### [Work instruction]
Transcribe all of the data exactly. Images stay out.

___ Supplied material ___

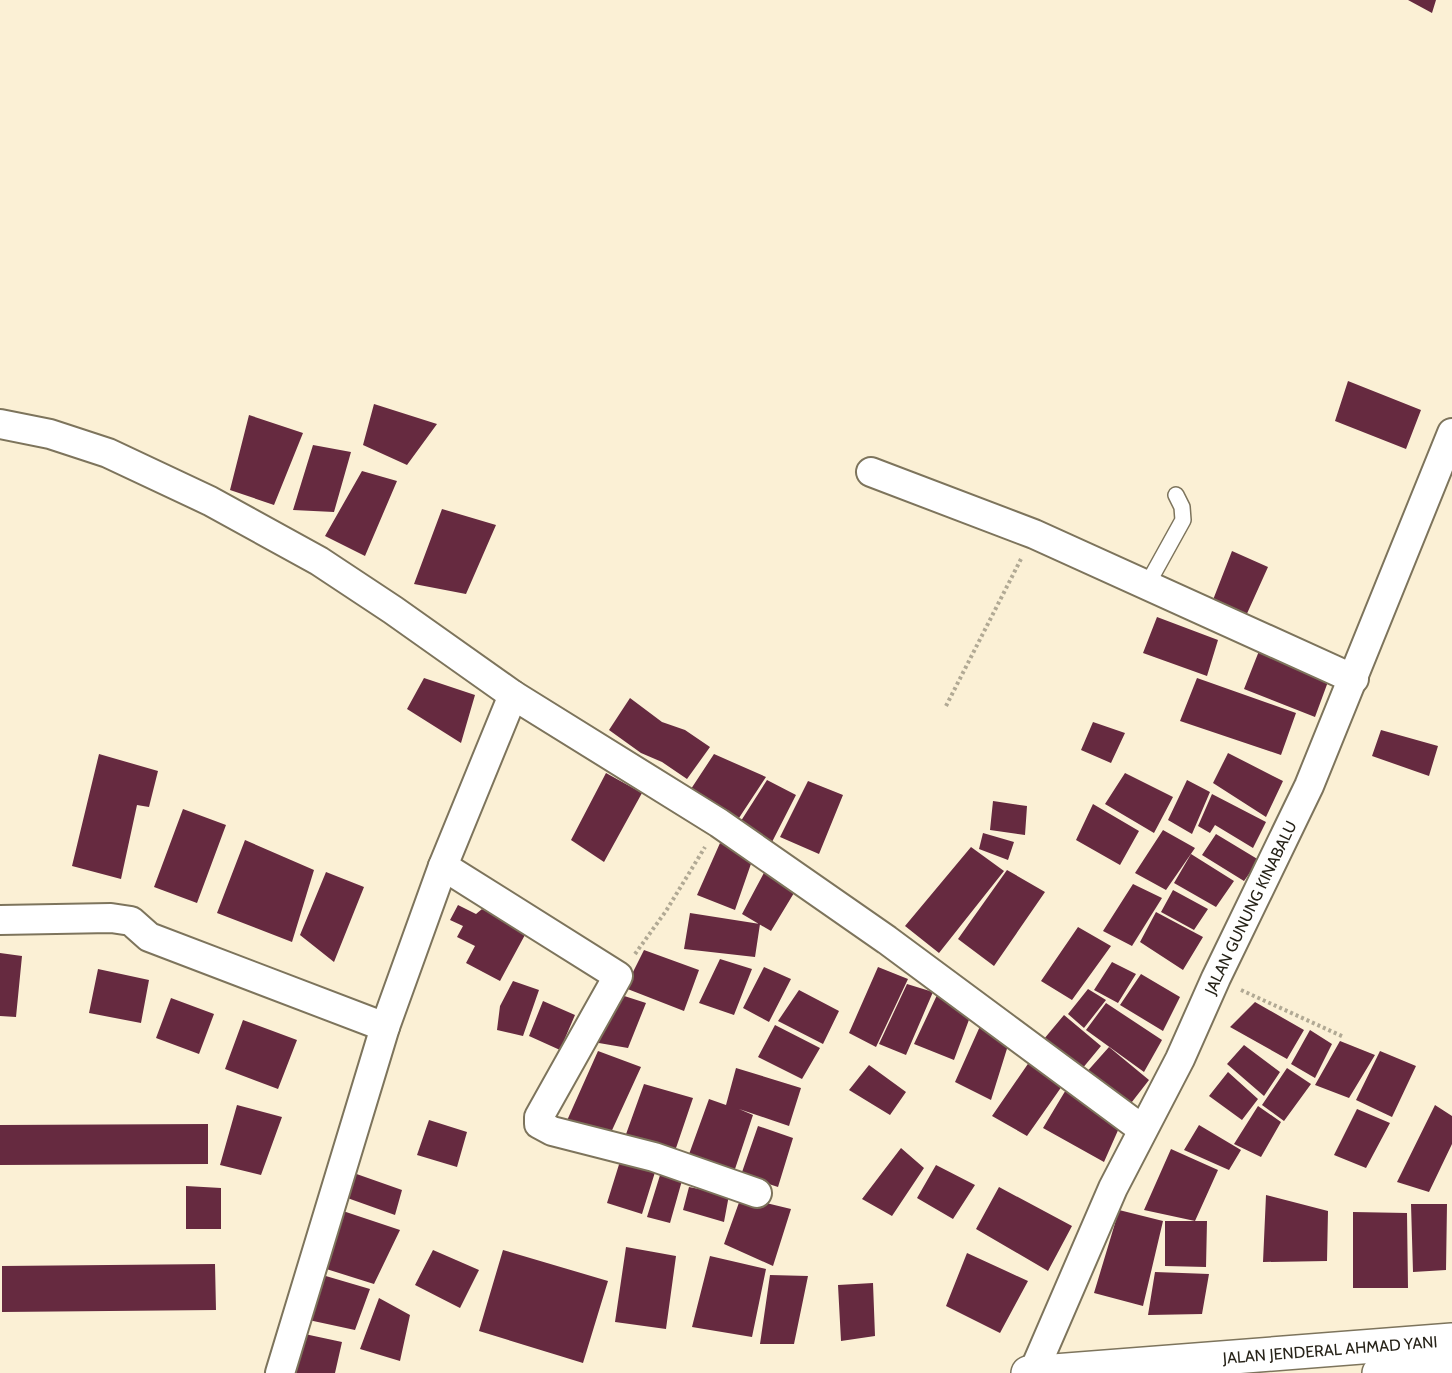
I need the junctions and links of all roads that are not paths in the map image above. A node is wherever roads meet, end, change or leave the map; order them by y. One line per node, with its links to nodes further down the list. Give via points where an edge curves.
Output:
1 (0, 424): 7 (street, via 97,449 210,501 319,561)
2 (1452, 433): 6 (street, JALAN GUNUNG KINABALU)
3 (872, 472): 5 (street, via 1034,534)
4 (1176, 495): 5 (lane, via 1183,520)
5 (1147, 585): 6 (street)
6 (1354, 679): 11 (street, JALAN GUNUNG KINABALU, via 1309,786 1180,1059)
7 (513, 695): 8 (street); 11 (street, via 719,823 887,940)
8 (443, 866): 10 (street); 12 (street, via 618,976 539,1117 539,1124 552,1131 654,1157)
9 (0, 920): 10 (street, via 131,921 149,937)
10 (385, 1027): 15 (street)
11 (1142, 1129): 17 (street, JALAN GUNUNG KINABALU)
12 (756, 1193)
13 (1452, 1340): 17 (main road, JALAN JENDERAL AHMAD YANI)
14 (1452, 1367): 18 (main road)
15 (280, 1373)
16 (1028, 1373): 17 (main road, JALAN JENDERAL AHMAD YANI)
17 (1033, 1373)
18 (1379, 1373)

___

### [Task response]
I need the junctions and links of all roads that are not paths in the map image above. A node is wherever roads meet, end, change or leave the map; order them by y. One line per node, with its links to nodes further down the list. Give via points where an edge curves.
Output:
1 (0, 424): 7 (street, via 97,449 210,501 319,561)
2 (1452, 433): 6 (street, JALAN GUNUNG KINABALU)
3 (872, 472): 5 (street, via 1034,534)
4 (1176, 495): 5 (lane, via 1183,520)
5 (1147, 585): 6 (street)
6 (1354, 679): 11 (street, JALAN GUNUNG KINABALU, via 1309,786 1180,1059)
7 (513, 695): 8 (street); 11 (street, via 719,823 887,940)
8 (443, 866): 10 (street); 12 (street, via 618,976 539,1117 539,1124 552,1131 654,1157)
9 (0, 920): 10 (street, via 131,921 149,937)
10 (385, 1027): 15 (street)
11 (1142, 1129): 17 (street, JALAN GUNUNG KINABALU)
12 (756, 1193)
13 (1452, 1340): 17 (main road, JALAN JENDERAL AHMAD YANI)
14 (1452, 1367): 18 (main road)
15 (280, 1373)
16 (1028, 1373): 17 (main road, JALAN JENDERAL AHMAD YANI)
17 (1033, 1373)
18 (1379, 1373)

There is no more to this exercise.